In Getter Eradicator, Martin Fowler argues that there are cases when using getters and setters is entirely appropriate. There is the argument that using getters violates encapsulation, but Fowler argues that you shouldn’t think about hiding data so much as design decisions. The real case for avoiding getters is to discourage procedural design in object-oriented languages. Pulling data out of an object to decide what to do is just procedural programming, whereas telling the object to do something and letting it figure out for itself how to do so would be more appropriate. He referenced a few other articles, among them Tell, Don’t Ask which describes the principle above.
It made for great reading, but it made me a bit concerned. I know and have known beyond a doubt that I must be doing something wrong; there is no way that I can claim 100% accuracy and correctness with the code I write. What I don’t know is what exactly would be wrong. I might write some code that seems perfectly fine to me but would make someone more experienced roll his/her eyes.

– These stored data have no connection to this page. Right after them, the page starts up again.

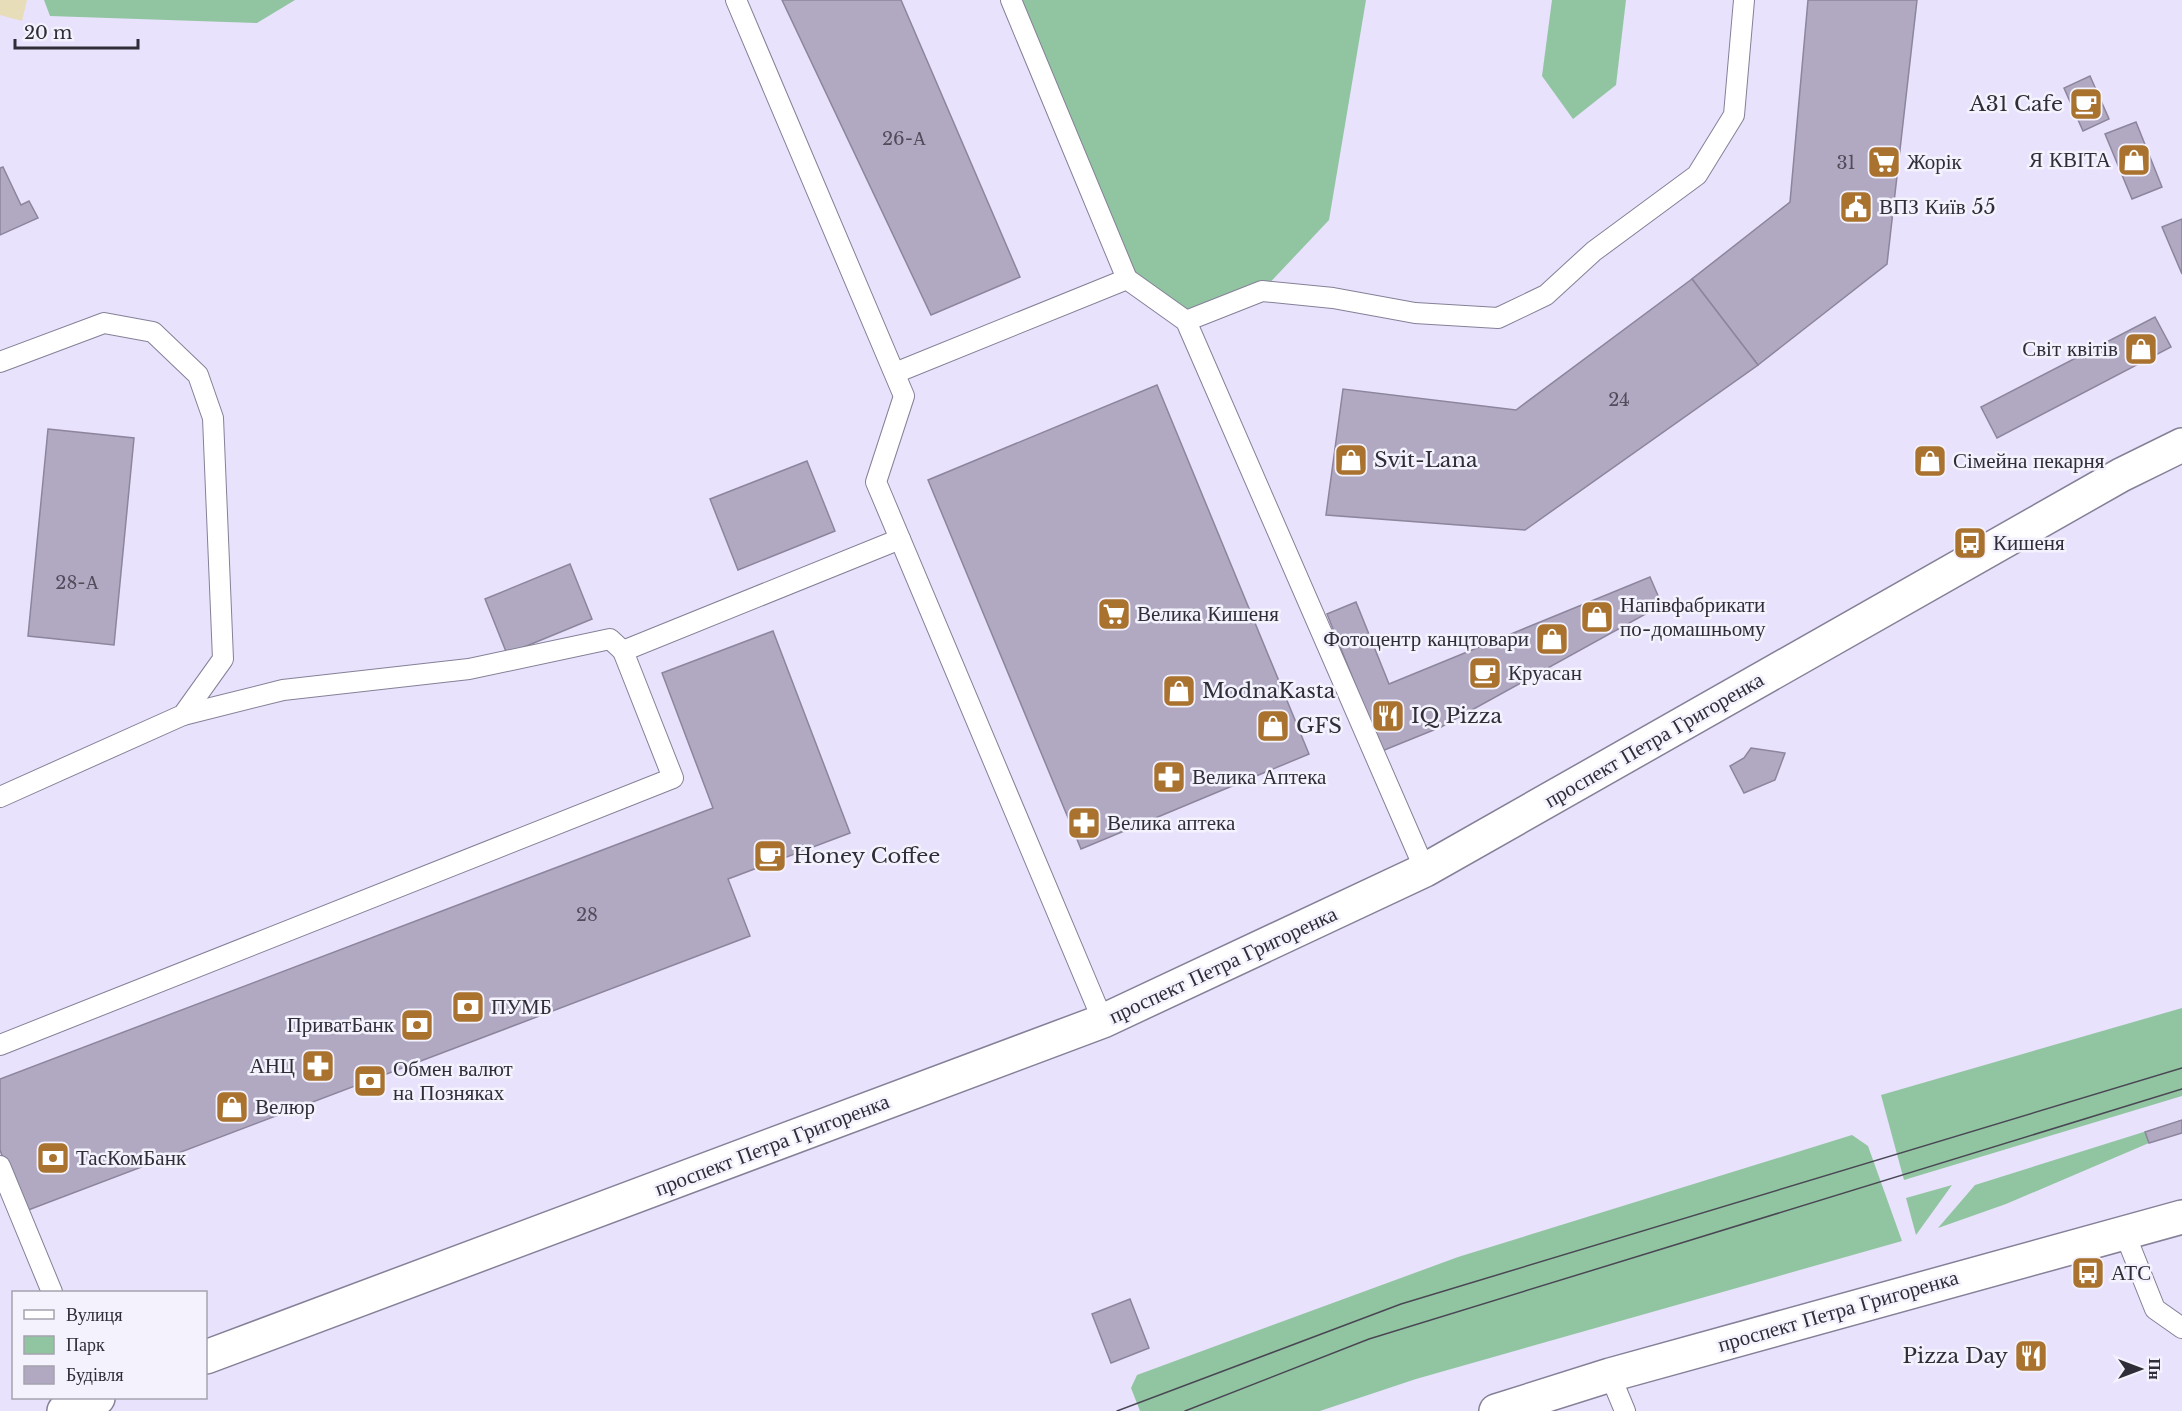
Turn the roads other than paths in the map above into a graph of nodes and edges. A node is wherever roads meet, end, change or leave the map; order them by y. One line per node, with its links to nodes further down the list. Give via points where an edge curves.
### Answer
1 (736, 0): 7 (lane)
2 (1011, 0): 4 (lane)
3 (1744, 0): 5 (lane, via 1734,115 1697,175 1594,251 1546,295 1498,318 1415,313 1333,298 1262,291)
4 (1127, 279): 5 (lane); 7 (lane)
5 (1186, 321): 13 (lane)
6 (0, 362): 11 (lane, via 104,323 153,332 198,375 213,418 223,659)
7 (895, 373): 9 (lane, via 904,396 876,482)
8 (2182, 445): 13 (main road, проспект Петра Григоренка, via 2121,475)
9 (900, 539): 10 (lane); 14 (lane)
10 (623, 651): 11 (lane, via 610,639 469,669 283,690); 15 (lane, via 673,778)
11 (183, 715): 12 (lane)
12 (0, 797)
13 (1425, 870): 14 (main road, проспект Петра Григоренка)
14 (1103, 1021): 21 (main road, проспект Петра Григоренка)
15 (0, 1045)
16 (0, 1166): 19 (lane)
17 (2182, 1217): 18 (main road, проспект Петра Григоренка)
18 (2125, 1234): 20 (lane, via 2156,1309); 22 (main road, проспект Петра Григоренка)
19 (51, 1291)
20 (2182, 1328)
21 (207, 1357)
22 (1610, 1375): 23 (main road, проспект Петра Григоренка); 24 (lane)
23 (1496, 1411)
24 (1624, 1411)

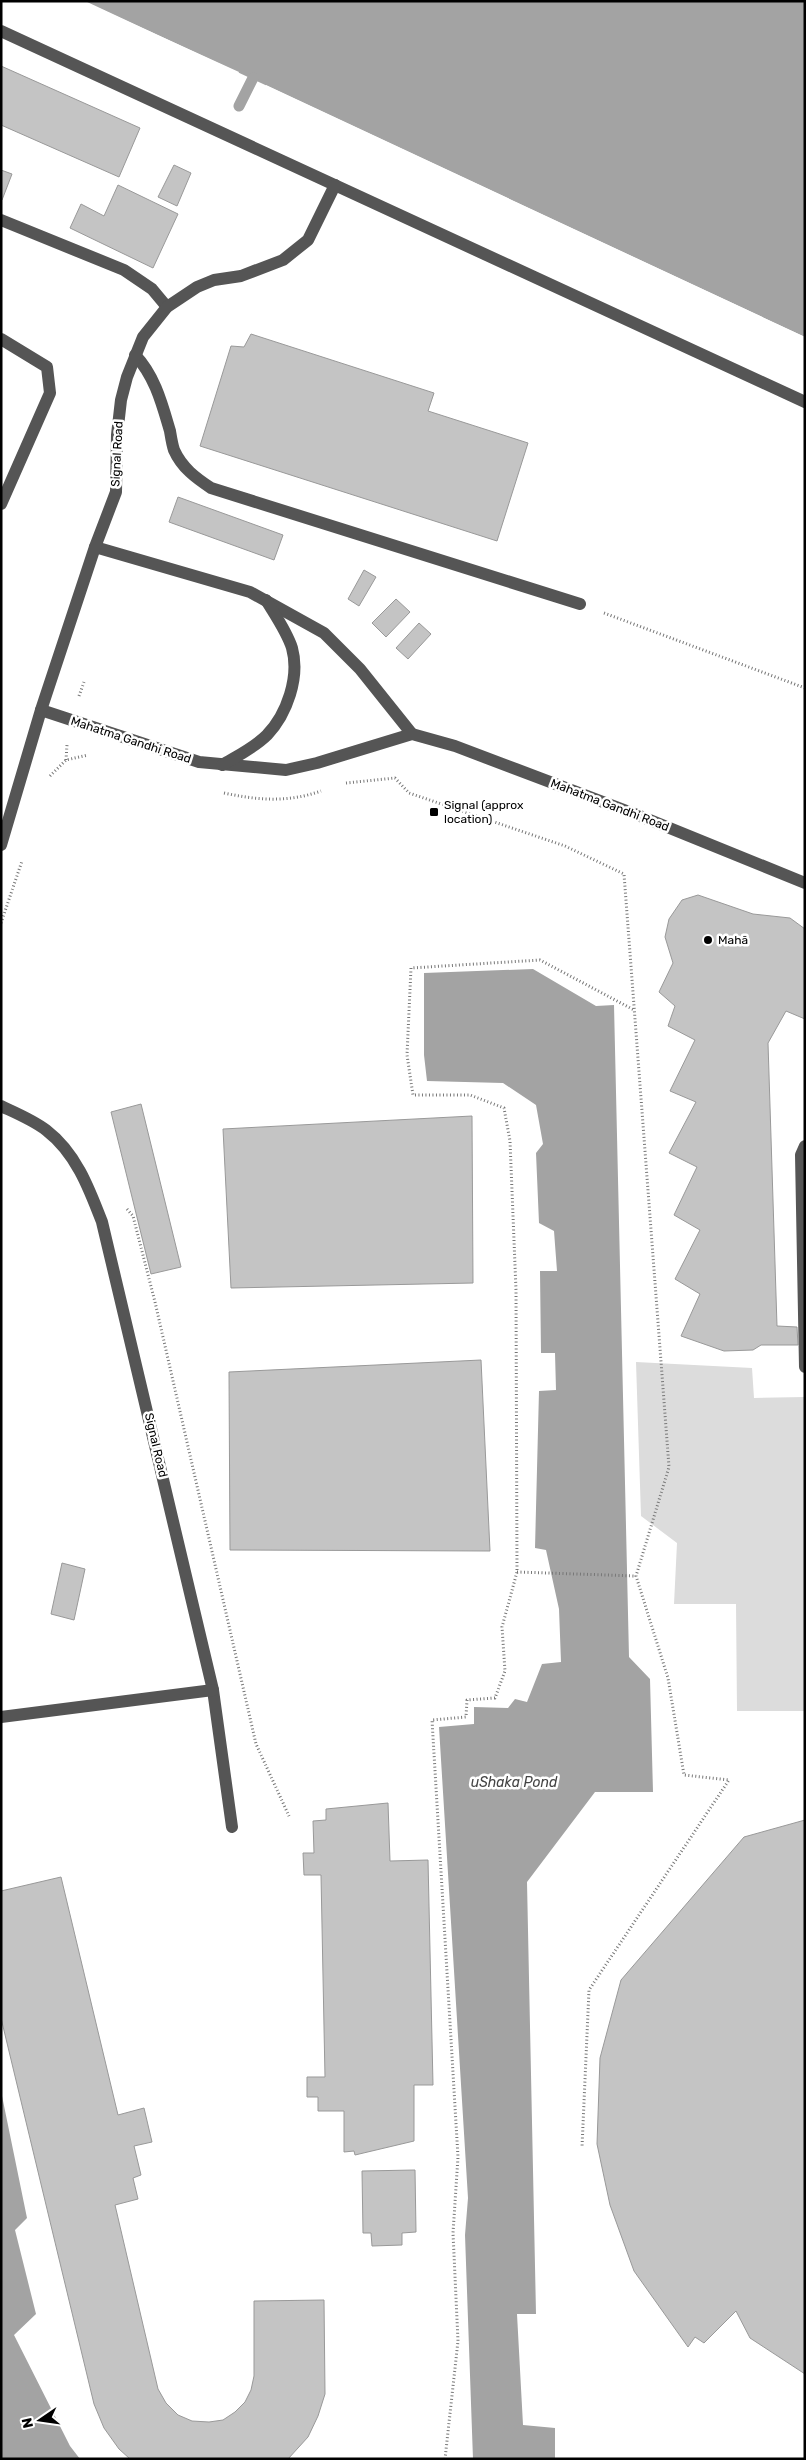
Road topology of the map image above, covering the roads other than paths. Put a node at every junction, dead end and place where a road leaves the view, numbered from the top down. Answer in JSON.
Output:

Now, if I write code, and it works, and I manage to finish whatever project I am working on, someone might argue, “Hey! Who cares how ‘correct’ it is? It works, so it is good enough!” If my goal was to just finish a project and be done with it, yes, I would agree. If it works, it is correct enough.
But one of my goals is to improve my ability to create, and that includes improving my coding as well as my designing skills. It isn’t enough to be able to get something working, although doing so would be a great first step. I want to be able to write great code and know it. It may take years of practice, and the Thousander Club will certainly help, but I want to design and write better code.
Of course, practice doesn’t help when there is no one to look over your work except yourself. I might be doing something that works well enough that I don’t realize that I’ve done it completely backwards. It may be the source of some trouble, but if I am not aware that the trouble is optional, how can I do anything about it?
In the past, I’ve asked other game programmers to look over my work and provide some feedback. It is definitely enlightening to get an analysis on a real project and not just a grade in class for writing a function. I’ve asked questions on forums and IRC, but it usually depends on who is around to answer and if they feel the question is good enough. Otherwise, I’m on my own.
I’m sure I am not the only lone wolf out there, so please let me know: how do you improve your own abilities when you’re basically the only one to provide a “peer review”?